A new era for protecting nature begins today

Conservation Lands Foundation
|April 18, 2024

Today the Bureau of Land Management (BLM) announced its finalization of the Public Lands Rule, a bold, new vision for the future of public lands and waters in the U.S. This new blueprint marks a significant balancing of how the agency is to assess management priorities by putting conservation on equal footing with extractive uses like oil and gas drilling and mining.

“The Public Lands Rule is a necessary ‘operating system’ update for the largest federal land manager and reflects the reality that protecting the health of our natural resources is a valuable and essential management strategy,” said Jocelyn Torres, Conservation Lands Foundation’s Co-Interim Executive Director and Chief Conservation Officer.

Nearly 40% of all U.S. public lands are stewarded by the Bureau of Land Management and its mission is to manage public lands for multiple uses, a mandate that includes conservation. Yet 90% of these lands are open to extraction and other commodity-driven development. This long-overdue policy changes the way the agency manages public lands, ensuring wildlife habitat and corridors, watersheds, and cultural resources are protected for future generations.

Act Now: Thank President Biden, Secretary Haaland, and the Bureau of Land Management for making conservation a priority

A Necessary Paradigm Shift

The Bureau of Land Management manages over 240 million acres of public lands, encompassing diverse terrains like sagebrush hills, riparian ecosystems, coastal areas, and grasslands. These lands serve as crucial connectors across the western region, facilitating wildlife movement between large wilderness areas, national parks, and refuges, as well as smaller private, state, and county lands. 

The Public Lands Rule will ensure that the agency protects valuable and vulnerable landscapes that provide clean air and water, habitat for wildlife and plants, cultural continuity for Indigenous communities, and recreational opportunities.

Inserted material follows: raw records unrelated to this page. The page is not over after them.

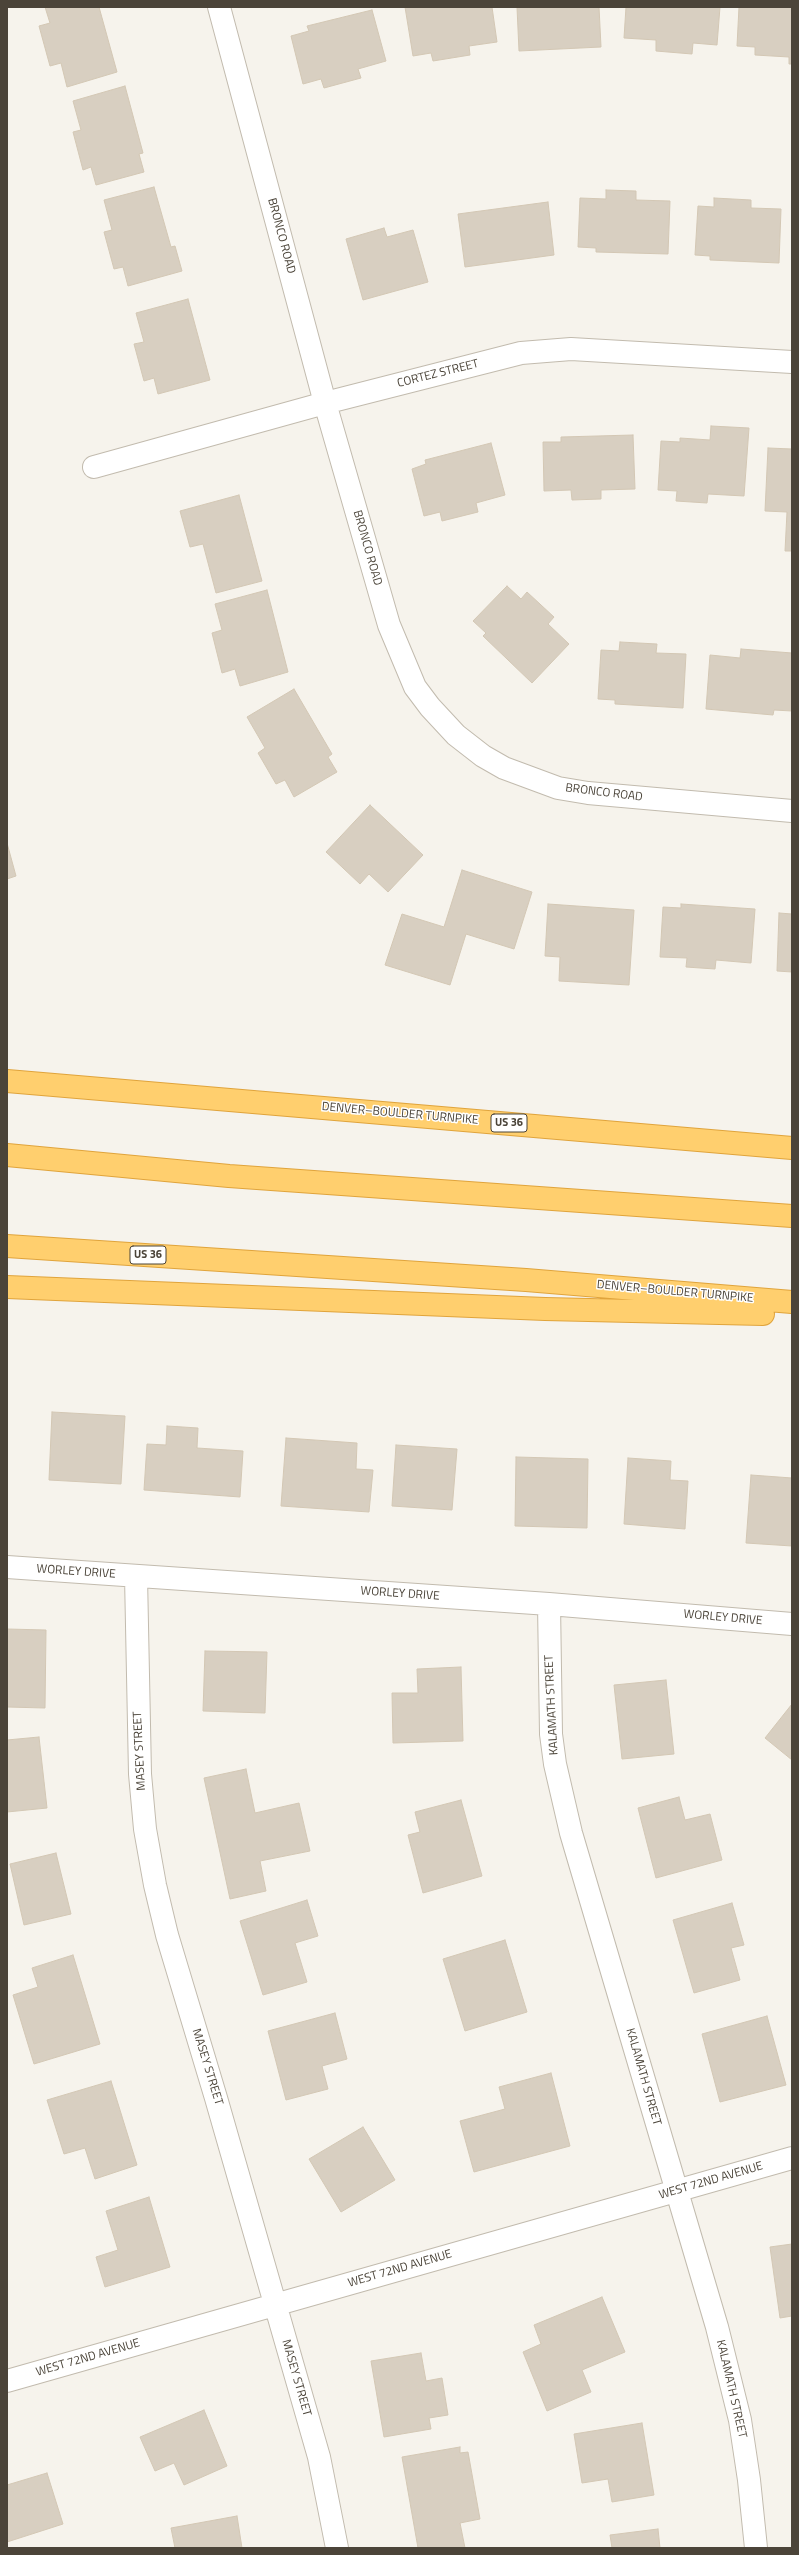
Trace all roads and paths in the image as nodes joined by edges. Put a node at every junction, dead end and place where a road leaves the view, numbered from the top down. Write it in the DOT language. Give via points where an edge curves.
graph roads {
  1 [pos="219,7"];
  2 [pos="792,362"];
  3 [pos="325,402"];
  4 [pos="94,468"];
  5 [pos="792,811"];
  6 [pos="7,1081"];
  7 [pos="792,1148"];
  8 [pos="7,1155"];
  9 [pos="7,1168"];
  10 [pos="229,1176"];
  11 [pos="792,1216"];
  12 [pos="7,1246"];
  13 [pos="7,1287"];
  14 [pos="792,1302"];
  15 [pos="792,1314"];
  16 [pos="7,1567"];
  17 [pos="136,1576"];
  18 [pos="549,1604"];
  19 [pos="792,1624"];
  20 [pos="792,2158"];
  21 [pos="676,2191"];
  22 [pos="276,2304"];
  23 [pos="7,2381"];
  24 [pos="337,2548"];
  25 [pos="756,2548"];
  1 -- 3 [label="street, BRONCO ROAD"];
  2 -- 3 [label="street, CORTEZ STREET" via="571,349 521,353"];
  3 -- 4 [label="street, CORTEZ STREET"];
  3 -- 5 [label="street, BRONCO ROAD" via="389,625 415,687 456,735 483,756 504,768 558,788 588,794"];
  6 -- 7 [label="highway, DENVER–BOULDER TURNPIKE / US 36"];
  8 -- 10 [label="highway"];
  9 -- 10 [label="highway"];
  10 -- 11 [label="highway"];
  12 -- 14 [label="highway, DENVER–BOULDER TURNPIKE / US 36" via="518,1280"];
  13 -- 15 [label="highway" via="545,1309"];
  16 -- 17 [label="street, WORLEY DRIVE"];
  17 -- 18 [label="street, WORLEY DRIVE"];
  17 -- 22 [label="street, MASEY STREET" via="140,1774 145,1829 155,1884 167,1935"];
  18 -- 19 [label="street, WORLEY DRIVE"];
  18 -- 21 [label="street, KALAMATH STREET" via="551,1734 555,1764 571,1833"];
  20 -- 21 [label="street, WEST 72ND AVENUE"];
  21 -- 22 [label="street, WEST 72ND AVENUE"];
  21 -- 25 [label="street, KALAMATH STREET" via="717,2327 740,2420"];
  22 -- 23 [label="street, WEST 72ND AVENUE"];
  22 -- 24 [label="street, MASEY STREET" via="319,2457"];
}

The Public Lands Rule rebalances agency priorities to conserve intact landscapes and restore degraded habitat.
Photo: Pronghorn in Utah by Bob Wick

Amidst global concerns over the rapid loss of nature and biodiversity, the Public Lands Rule positions the agency to better meet the impacts of a changing climate and increased visitation. Key provisions of the rule prioritize conservation considerations in future public land planning, including watershed and land health, restoration efforts, mitigation strategies, and protection of critical natural and cultural resources. 

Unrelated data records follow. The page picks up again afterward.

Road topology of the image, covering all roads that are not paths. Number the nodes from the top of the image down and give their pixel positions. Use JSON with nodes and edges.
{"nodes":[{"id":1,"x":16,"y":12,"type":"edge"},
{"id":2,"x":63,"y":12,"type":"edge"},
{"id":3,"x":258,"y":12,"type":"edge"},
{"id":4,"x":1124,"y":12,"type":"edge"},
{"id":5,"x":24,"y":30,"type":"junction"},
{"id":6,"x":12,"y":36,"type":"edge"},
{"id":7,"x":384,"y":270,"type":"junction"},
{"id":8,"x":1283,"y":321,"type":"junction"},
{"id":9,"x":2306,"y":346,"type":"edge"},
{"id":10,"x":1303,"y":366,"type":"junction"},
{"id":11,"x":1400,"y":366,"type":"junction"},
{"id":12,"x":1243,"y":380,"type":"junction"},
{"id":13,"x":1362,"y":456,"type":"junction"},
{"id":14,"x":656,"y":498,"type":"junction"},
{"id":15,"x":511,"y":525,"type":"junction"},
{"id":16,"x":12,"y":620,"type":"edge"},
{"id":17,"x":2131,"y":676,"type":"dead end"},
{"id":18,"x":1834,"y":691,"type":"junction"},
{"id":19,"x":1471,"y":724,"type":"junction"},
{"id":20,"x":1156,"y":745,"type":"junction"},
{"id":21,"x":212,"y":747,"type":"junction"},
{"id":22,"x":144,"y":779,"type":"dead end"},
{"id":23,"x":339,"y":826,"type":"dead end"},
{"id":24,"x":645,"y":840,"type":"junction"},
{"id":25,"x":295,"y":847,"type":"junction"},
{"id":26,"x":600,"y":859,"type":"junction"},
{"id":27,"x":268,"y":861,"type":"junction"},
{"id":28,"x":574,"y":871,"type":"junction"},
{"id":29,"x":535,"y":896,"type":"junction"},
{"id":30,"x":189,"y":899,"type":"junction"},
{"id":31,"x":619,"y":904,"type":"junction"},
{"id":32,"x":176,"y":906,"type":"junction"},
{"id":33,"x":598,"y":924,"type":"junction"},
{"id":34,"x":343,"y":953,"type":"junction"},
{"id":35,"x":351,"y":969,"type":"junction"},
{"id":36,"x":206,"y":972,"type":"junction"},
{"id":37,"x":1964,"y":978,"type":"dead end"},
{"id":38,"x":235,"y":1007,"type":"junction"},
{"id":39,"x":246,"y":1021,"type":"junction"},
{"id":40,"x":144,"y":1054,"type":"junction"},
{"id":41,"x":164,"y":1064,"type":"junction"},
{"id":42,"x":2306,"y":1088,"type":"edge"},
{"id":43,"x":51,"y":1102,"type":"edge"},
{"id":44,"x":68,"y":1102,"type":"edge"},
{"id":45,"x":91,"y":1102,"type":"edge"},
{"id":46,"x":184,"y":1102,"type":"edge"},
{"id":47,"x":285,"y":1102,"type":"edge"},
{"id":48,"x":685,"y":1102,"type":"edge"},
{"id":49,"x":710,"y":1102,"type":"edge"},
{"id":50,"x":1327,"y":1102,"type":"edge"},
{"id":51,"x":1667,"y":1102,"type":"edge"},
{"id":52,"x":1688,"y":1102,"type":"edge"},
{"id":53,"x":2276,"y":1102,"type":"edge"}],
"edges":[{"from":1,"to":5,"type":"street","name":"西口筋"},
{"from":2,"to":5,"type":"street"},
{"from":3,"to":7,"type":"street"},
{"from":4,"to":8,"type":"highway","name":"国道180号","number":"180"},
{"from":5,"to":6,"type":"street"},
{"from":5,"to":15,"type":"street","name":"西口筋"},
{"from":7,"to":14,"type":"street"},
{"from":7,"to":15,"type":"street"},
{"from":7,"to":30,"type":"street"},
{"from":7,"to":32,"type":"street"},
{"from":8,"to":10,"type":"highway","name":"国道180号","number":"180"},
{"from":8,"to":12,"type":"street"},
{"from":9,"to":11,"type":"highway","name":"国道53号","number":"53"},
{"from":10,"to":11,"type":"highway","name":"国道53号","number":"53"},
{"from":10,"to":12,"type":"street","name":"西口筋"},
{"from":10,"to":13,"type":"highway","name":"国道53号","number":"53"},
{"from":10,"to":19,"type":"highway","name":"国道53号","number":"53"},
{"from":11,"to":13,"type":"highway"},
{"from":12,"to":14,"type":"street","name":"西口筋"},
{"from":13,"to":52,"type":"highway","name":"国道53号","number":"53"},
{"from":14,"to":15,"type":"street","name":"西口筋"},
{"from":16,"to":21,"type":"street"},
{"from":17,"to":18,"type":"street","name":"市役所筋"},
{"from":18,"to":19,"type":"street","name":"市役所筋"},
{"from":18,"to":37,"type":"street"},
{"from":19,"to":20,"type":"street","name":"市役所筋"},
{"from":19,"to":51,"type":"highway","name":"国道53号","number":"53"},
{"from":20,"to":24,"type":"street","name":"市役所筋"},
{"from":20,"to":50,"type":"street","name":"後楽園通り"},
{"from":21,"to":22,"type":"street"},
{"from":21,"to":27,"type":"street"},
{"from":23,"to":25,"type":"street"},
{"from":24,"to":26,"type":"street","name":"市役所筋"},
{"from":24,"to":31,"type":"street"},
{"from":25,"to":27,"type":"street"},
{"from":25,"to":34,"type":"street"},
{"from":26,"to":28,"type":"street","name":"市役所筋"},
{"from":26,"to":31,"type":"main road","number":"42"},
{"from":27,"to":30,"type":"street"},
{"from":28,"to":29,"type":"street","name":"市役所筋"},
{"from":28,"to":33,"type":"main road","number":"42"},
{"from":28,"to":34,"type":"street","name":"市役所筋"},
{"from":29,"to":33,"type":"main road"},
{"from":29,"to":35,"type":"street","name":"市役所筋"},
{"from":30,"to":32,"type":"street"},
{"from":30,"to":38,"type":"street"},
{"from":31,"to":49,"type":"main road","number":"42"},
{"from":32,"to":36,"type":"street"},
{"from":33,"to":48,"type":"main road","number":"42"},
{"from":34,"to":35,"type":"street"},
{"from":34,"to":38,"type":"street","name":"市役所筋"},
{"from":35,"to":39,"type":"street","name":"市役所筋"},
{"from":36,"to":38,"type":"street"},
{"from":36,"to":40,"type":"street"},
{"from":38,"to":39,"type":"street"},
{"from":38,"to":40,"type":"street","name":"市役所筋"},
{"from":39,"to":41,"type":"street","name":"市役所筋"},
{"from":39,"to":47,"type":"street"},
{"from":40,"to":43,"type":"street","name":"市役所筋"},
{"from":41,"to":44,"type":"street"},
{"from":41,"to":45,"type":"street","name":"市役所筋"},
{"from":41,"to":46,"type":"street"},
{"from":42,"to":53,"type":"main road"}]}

Dive into how the Public Lands Rule will ensure the health and resilience of public lands and waters by reading the Bureau of Land Management’s policy background here.

Broad Public Support 

The Public Lands Rule garnered overwhelming support from the public during the Bureau of Land Management’s robust public comment process: 92% of public comments submitted were in support of the BLM’s new direction. In addition to broad public support, numerous Western lawmakers, local elected officials, governors, and opinion pages publicly supported the rule. Legal experts have repeatedly confirmed that the rule upholds BLM’s core mission, including 8 state attorneys general and 27 law professors. Leading newspapers in the West, such as the Salt Lake Tribune, Denver Post, and Albuquerque Journal, echoed their support through editorials, underscoring the rule's long-overdue emphasis on conservation. 

The new policy puts conservation, recreation, and access to nature on equal footing with extractive uses on public lands.
Photo: A family of hikers on the Pacific Crest National Historic Trail, California by Bob Wick

"People in public lands communities support this rule because it is built with public land users in mind,” said Torres.

While the support for the Public Lands Rule is resounding, public land opponents in Congress want to block the implementation of this policy that puts conservation on equal footing with oil and gas interests. The Conservation Lands Foundation is committed to advocating for the Public Lands Rule and ensuring the agency’s full implementation of the policy on public lands across the West. The threats posed by public land opponents in Congress underscore the ongoing need for strong public engagement and vocal support for the Public Lands Rule. 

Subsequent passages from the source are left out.